_Dataset excerpts_.
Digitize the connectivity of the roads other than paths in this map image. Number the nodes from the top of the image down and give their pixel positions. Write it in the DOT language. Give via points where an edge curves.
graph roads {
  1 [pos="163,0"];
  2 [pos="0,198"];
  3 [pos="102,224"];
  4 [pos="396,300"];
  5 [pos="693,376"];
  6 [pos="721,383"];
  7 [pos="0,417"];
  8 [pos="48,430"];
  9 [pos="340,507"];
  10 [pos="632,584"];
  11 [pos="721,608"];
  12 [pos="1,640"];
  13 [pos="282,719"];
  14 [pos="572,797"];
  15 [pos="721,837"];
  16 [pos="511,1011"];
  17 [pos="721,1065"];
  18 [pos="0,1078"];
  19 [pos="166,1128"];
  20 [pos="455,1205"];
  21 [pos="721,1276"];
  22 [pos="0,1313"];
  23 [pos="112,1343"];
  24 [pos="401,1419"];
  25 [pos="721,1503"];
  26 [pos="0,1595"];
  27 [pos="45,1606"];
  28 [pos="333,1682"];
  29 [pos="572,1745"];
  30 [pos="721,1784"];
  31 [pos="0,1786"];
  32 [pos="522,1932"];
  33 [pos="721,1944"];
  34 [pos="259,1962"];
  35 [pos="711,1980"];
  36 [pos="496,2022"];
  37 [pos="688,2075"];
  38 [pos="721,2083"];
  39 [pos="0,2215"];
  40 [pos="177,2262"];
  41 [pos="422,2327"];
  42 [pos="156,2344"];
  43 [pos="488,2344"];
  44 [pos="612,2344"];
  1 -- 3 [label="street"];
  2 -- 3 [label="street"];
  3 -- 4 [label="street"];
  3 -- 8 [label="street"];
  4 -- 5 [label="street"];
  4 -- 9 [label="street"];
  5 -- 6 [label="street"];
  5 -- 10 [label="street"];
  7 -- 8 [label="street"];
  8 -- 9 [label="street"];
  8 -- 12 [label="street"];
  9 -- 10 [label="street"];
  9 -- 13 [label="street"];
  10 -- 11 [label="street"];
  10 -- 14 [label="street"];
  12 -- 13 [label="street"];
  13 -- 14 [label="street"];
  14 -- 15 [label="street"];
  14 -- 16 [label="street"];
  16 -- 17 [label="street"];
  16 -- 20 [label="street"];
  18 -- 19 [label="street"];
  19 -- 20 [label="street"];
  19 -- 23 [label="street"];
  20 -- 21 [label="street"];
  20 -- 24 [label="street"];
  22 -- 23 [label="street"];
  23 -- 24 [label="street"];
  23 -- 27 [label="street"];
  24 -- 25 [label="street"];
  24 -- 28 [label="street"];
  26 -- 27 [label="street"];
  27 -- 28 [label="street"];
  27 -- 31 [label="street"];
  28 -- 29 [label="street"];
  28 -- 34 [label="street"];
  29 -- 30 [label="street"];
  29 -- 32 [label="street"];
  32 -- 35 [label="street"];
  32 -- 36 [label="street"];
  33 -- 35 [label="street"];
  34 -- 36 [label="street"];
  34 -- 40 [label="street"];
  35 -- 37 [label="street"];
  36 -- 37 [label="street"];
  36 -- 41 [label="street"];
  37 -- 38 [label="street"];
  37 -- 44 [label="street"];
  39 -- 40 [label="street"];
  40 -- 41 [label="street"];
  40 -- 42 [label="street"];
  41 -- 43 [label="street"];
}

_Requirement_. Tally the lines in the listing that contain the string "roads", then report that tally alone.

_Task result_. 2